The biggest deal, of course, is the website itself. Stay tuned in the next couple of weeks for a redesigned and retooled site. This will be our third major redesign and I’ve learned a lot since 2006. The most important thing is not to change your experience too much. So I’m hoping you’ll see a familiar, but nicer, cleaner site with a lot more tools and options.
Thanks for your patience.
That said, we have some things to talk about:
- Wild ERP Makes News Again
You may remember my long piece (and follow up posts) about the city’s effort to upgrade its entire IT infrastructure. It’s a massive undertaking — known as an Enterprise Resource Planning initiative and dubbed One SD here — that has been delayed while costs piled up.
One of the reasons it was supposedly delayed was because of what the city claimed were “serious concerns” about the ability of a contractor they had hired — Axon Inc. — to help deliver the project to completion. The city fired Axon and hired the software company itself — SAP — at a much higher cost, to finish implementation.
SAP’s reputation was at stake and it took the need to finish the project with a good outcome very seriously.
But Axon is not excited to take the blame.
CityBeat revealed on Friday that Axon has sued the city of San Diego and its nonprofit provider of IT needs, the San Diego Data Processing Corp, for $5.6 million, alleging that the city is using Axon’s intellectual property and that it broke a contract.
This represents a final deterioration of relations between Axon and the city. After all, when the city fired the consulting firm, Axon still thought it would be involved.
Here was the CEO Steve Peck’s quote from my piece on the situation in December 2008:
“We would have preferred to stay in a leadership role but we welcome the city’s choice to use SAP and we look forward to being a big part of it going forward,” Peck said.
I asked him what he plans on telling potential future clients about the problems in San Diego. A few months ago, for instance, Axon inked a deal with the city of Huntsville, Ala. It was at about the same time city of San Diego officials were gritting their teeth about the firm’s lack of production so far.
Peck said that these sorts of “sweeping transformational projects” are inherently difficult.

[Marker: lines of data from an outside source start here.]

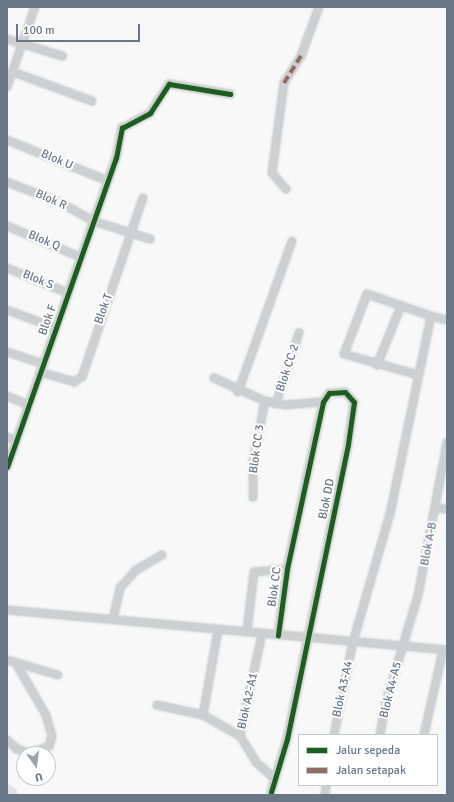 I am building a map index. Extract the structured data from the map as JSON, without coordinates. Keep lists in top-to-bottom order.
{
  "streets": {
    "street": [
      "Blok U",
      "Blok R",
      "Blok Q",
      "Blok S",
      "Blok T",
      "Blok F",
      "Blok CC 2",
      "Blok CC 3",
      "Blok DD",
      "Blok A-B",
      "Blok CC",
      "Blok A3-A4",
      "Blok A4-A5",
      "Blok A2-A1"
    ]
  },
  "crossings": [
    ["Blok U", "Blok F"],
    ["Blok R", "Blok T"],
    ["Blok R", "Blok F"],
    ["Blok Q", "Blok F"],
    ["Blok S", "Blok F"],
    ["Blok T", "Blok F"],
    ["Blok DD", "Blok CC"],
    ["Blok A-B", "Blok A4-A5"]
  ],
  "legend": ["Jalur sepeda", "Jalan setapak"],
  "scale_bar": "100 m",
  "north": "bottom"
} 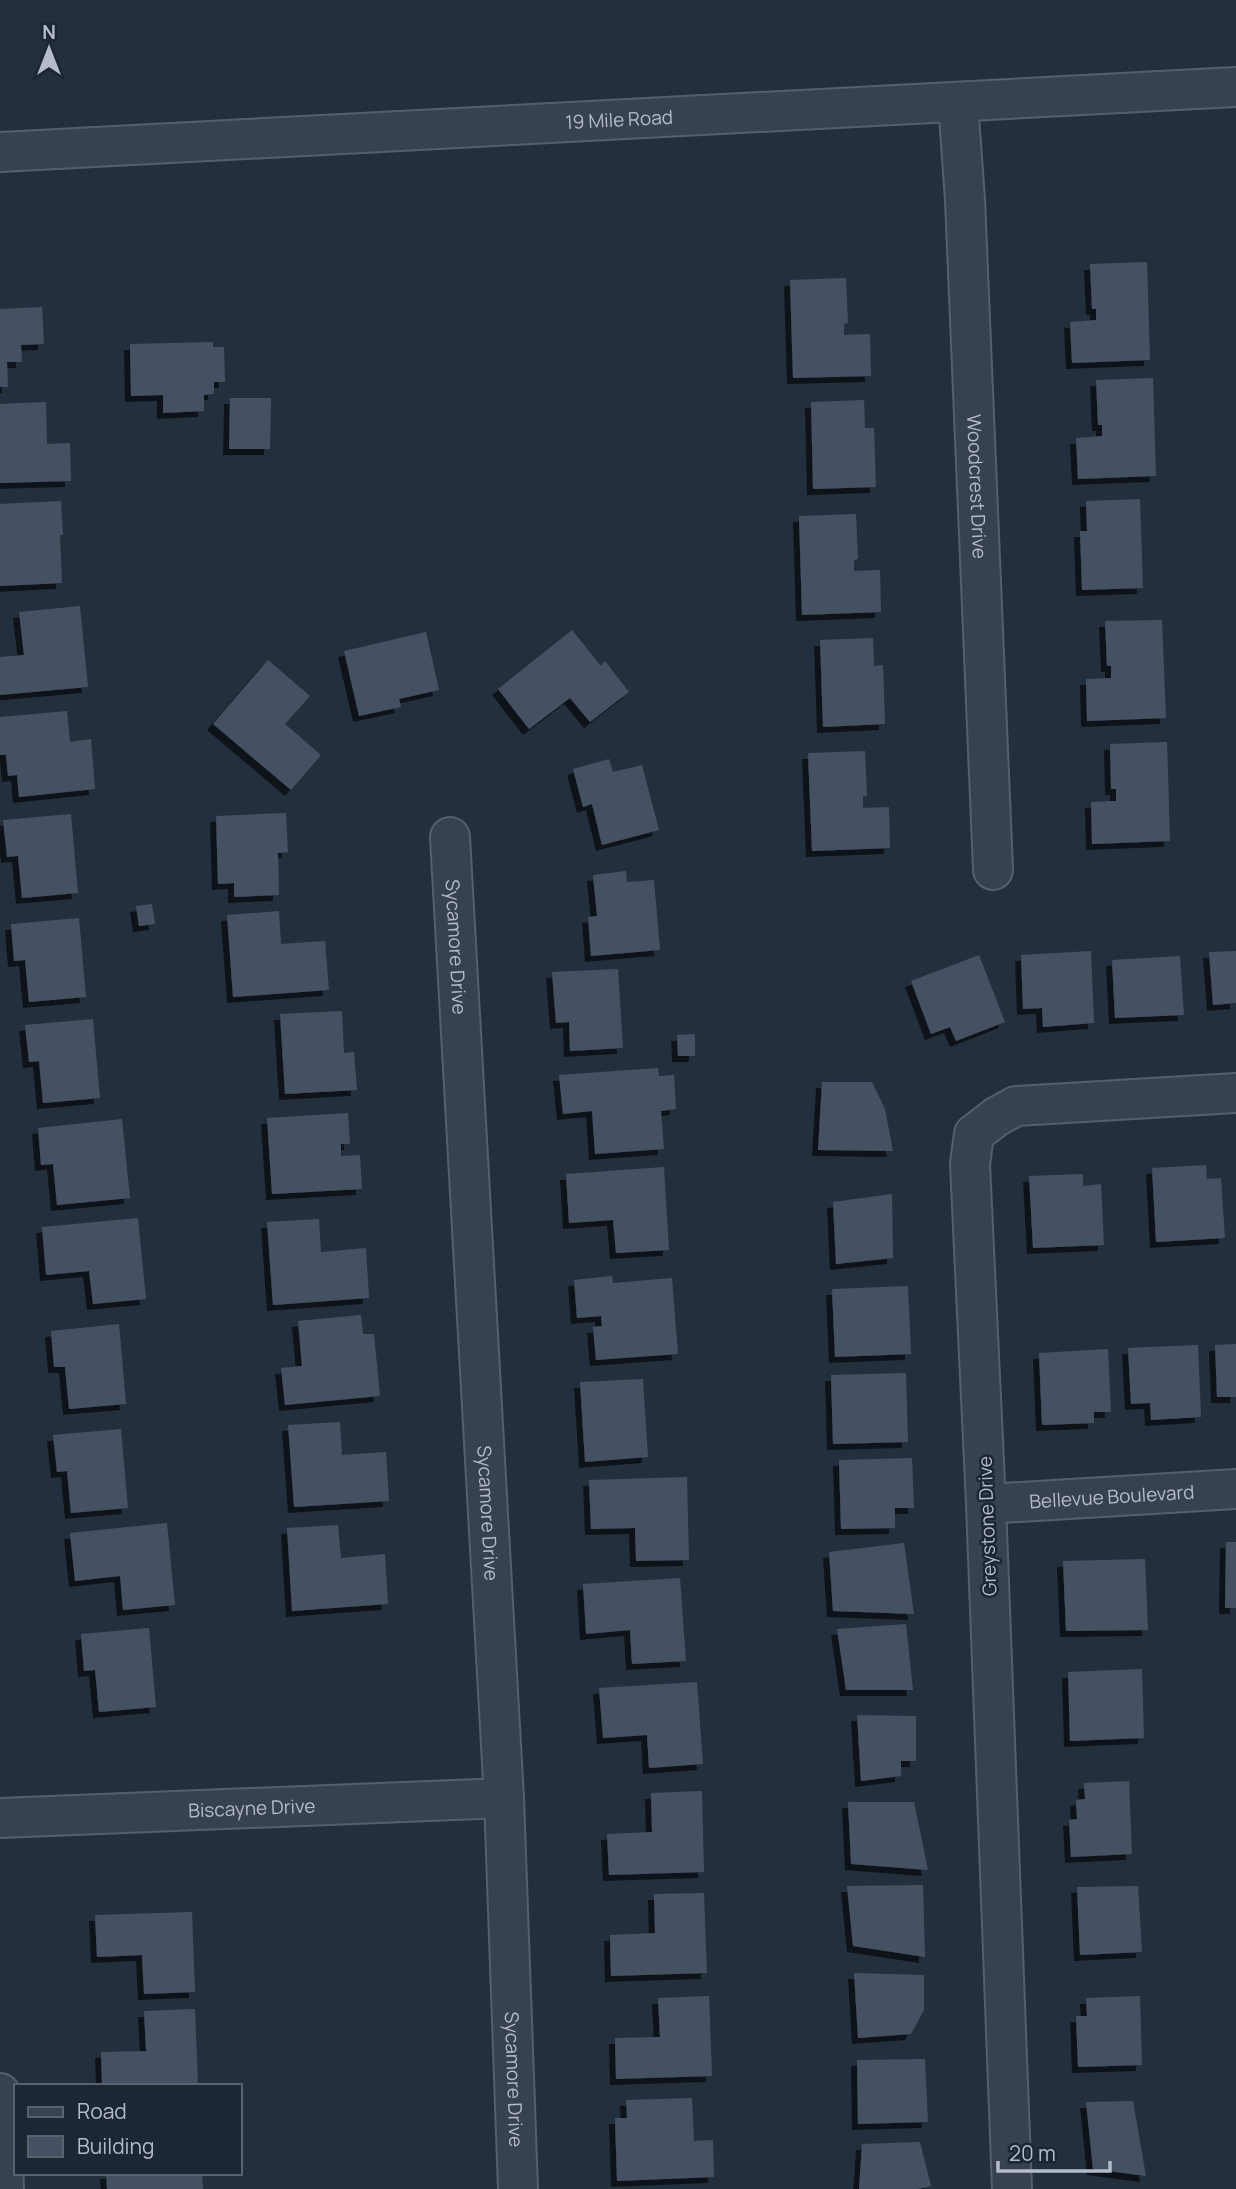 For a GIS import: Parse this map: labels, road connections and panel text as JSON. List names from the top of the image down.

He said he would simply point any concerned customer to the company’s history of successfully implementing them.
“When you’re reengineering the entire financial operations of the 7th largest city in the country, you’re replacing legacy systems and business processes that have been in place for 20-30 years. It’s not an easy task,” he said.
I suppose the lawsuit means Peck’s company wasn’t a big part of anything going forward.
This is an important issue to stay on top of. The city is spending tens of millions of dollars on this project under the assumption that, over the long term, it will save millions in staff hours currently spent trying to manage an antiquated and dysfunctional computer system.
But like so many other major initiatives on which the city embarks, the true cost of the project — what kinds of services must be cut, what kind of other priorities suffer — was never a part of the discussion of whether to begin.
And like so many other things, we’re left to find out the costs many years later.
- On our weekly radio show on Nov. 1, I did a back and forth with the newly minted general manager of the San Diego Municipal Employees Association (MEA). You can find it here (Nov. 1).
Zucchet, who has a lot of work ahead to improve MEA’s influence and image, made the somewhat surprising claim that city employees had taken some of the concessions of the past after having been told (or after having inferred somehow) that the mayor and City Council would then start exploring revenue increases (new taxes, fees, etc). He also said that while we could expect tremendous cutbacks in the ranks of city employees this year, along with services, he thought it would hit bottom.
Lani Lutar, the CEO of the San Diego County Taxpayers Association sent me a series of messages with perspective on what Zucchet said. I asked her to string them together and she has:
It doesn’t surprise me that the labor unions may have been given some indication by city leadership over the last couple years that if concessions were made, they would be more comfortable going to taxpayers to seek revenue enhancements.
Faced with a nearly $200 million deficit it would be disingenuous for the mayor to say that revenue enhancement options haven’t been considered. However, it’s also reasonable for the administration to consider the realities of the political and economic climate. Last May, over 70 percent of the county’s voters rejected attempts by the state to increase taxes. The city of Chula Vista’s tax measure also failed miserably around that same time. Since then, county unemployment figures have not improved and currently hovers around 10 percent.
Besides, as you discussed with Michael, even if voters were to approve a tax increase next year — it wouldn’t be in time to address the current deficit.
Michael also pointed out that according to the Mayor’s five year outlook, if the city addresses the upcoming budget with structural changes, we’ll see surpluses in future years. The problem with that assessment is that the outlook still doesn’t adequately fund deferred maintenance or retiree health care costs and assumes no salary adjustments over the next five years.
There will be a lot to look for in the coming budget cycle, but wait for one thing in particular: whether long-term solutions are put in motion. The mayor and City Council might actually make some tough decisions — the kind where people lose jobs or residents are asked to sacrifice something beloved. But do they also put in motion long-term structural changes? Do they eliminate whole areas of service and reinforce core needs and completely realign employee compensation? Or do they announce plans to increase revenue somehow in the future?
Or do they let services just deteriorate and tell us all we can do is hope for the economy to improve?